## What is being asked
Copy the lines below that contain "every".

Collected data
--

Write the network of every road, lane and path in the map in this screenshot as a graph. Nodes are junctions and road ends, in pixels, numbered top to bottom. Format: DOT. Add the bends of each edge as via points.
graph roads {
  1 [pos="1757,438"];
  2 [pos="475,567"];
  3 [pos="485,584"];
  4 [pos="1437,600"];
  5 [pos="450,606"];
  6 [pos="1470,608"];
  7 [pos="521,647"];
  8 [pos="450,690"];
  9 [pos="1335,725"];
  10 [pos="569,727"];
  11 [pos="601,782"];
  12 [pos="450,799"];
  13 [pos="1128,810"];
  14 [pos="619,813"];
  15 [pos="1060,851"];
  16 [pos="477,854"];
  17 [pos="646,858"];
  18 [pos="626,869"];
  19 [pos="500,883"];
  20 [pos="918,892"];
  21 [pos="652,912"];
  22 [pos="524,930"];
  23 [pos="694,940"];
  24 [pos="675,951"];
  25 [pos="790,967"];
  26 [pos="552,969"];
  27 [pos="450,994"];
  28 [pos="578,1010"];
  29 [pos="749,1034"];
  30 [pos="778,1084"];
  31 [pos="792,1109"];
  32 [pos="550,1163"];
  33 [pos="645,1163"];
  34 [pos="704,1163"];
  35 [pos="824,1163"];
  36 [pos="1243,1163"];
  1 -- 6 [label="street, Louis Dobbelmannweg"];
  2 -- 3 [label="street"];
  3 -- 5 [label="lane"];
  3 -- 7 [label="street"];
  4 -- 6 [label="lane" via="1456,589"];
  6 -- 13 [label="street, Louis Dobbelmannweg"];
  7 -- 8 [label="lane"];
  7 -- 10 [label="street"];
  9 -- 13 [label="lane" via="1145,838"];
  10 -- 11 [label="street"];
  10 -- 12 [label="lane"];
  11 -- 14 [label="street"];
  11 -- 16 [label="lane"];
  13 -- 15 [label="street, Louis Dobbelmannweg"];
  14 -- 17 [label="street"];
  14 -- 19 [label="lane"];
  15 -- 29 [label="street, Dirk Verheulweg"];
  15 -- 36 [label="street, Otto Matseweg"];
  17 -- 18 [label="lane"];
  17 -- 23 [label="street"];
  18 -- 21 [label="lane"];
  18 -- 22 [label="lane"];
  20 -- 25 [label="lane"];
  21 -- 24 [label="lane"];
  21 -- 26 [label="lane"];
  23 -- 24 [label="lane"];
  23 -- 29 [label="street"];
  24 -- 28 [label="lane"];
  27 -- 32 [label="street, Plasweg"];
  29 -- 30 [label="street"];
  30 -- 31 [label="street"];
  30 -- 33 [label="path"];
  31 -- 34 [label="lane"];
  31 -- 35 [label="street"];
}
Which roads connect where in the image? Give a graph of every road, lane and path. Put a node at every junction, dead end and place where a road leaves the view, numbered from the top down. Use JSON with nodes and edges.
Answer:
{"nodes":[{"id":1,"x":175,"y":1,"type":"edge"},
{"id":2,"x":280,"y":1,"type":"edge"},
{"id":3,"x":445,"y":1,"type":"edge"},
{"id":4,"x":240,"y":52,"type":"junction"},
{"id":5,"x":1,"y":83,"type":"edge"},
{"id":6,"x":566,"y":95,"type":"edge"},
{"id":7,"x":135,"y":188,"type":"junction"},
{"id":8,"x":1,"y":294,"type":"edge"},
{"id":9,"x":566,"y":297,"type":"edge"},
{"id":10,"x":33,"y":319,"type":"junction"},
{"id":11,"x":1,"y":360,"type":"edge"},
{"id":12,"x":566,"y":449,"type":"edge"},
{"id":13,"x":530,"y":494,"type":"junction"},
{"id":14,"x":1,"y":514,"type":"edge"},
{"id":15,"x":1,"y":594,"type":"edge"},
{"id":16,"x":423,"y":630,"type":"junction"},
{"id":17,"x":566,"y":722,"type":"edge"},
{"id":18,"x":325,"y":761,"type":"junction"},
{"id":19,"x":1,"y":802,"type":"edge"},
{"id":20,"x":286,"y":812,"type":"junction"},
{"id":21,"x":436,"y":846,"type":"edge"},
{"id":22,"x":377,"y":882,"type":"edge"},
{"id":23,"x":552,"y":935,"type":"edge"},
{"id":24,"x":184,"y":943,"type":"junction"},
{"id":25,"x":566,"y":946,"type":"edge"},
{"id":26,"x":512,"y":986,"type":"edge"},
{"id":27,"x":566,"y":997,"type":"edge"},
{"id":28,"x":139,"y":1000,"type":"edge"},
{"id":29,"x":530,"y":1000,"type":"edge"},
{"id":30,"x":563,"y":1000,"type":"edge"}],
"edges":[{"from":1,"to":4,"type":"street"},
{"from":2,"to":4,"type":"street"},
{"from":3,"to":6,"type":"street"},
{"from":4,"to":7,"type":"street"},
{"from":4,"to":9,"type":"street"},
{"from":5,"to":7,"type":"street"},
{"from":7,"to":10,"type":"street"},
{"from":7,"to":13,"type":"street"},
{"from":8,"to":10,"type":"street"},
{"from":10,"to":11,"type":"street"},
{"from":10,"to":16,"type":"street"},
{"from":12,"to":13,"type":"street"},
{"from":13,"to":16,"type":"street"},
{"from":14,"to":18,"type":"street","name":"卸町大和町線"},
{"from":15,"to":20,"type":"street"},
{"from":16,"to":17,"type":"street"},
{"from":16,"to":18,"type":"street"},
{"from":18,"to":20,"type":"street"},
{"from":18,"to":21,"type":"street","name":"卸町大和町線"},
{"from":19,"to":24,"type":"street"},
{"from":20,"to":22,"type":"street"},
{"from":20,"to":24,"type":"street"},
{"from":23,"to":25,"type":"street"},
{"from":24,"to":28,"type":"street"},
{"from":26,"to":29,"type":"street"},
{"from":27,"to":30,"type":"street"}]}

--

## Task output
Write the network of every road, lane and path in the map in this screenshot as a graph. Nodes are junctions and road ends, in pixels, numbered top to bottom. Format: DOT. Add the bends of each edge as via points.
Which roads connect where in the image? Give a graph of every road, lane and path. Put a node at every junction, dead end and place where a road leaves the view, numbered from the top down. Use JSON with nodes and edges.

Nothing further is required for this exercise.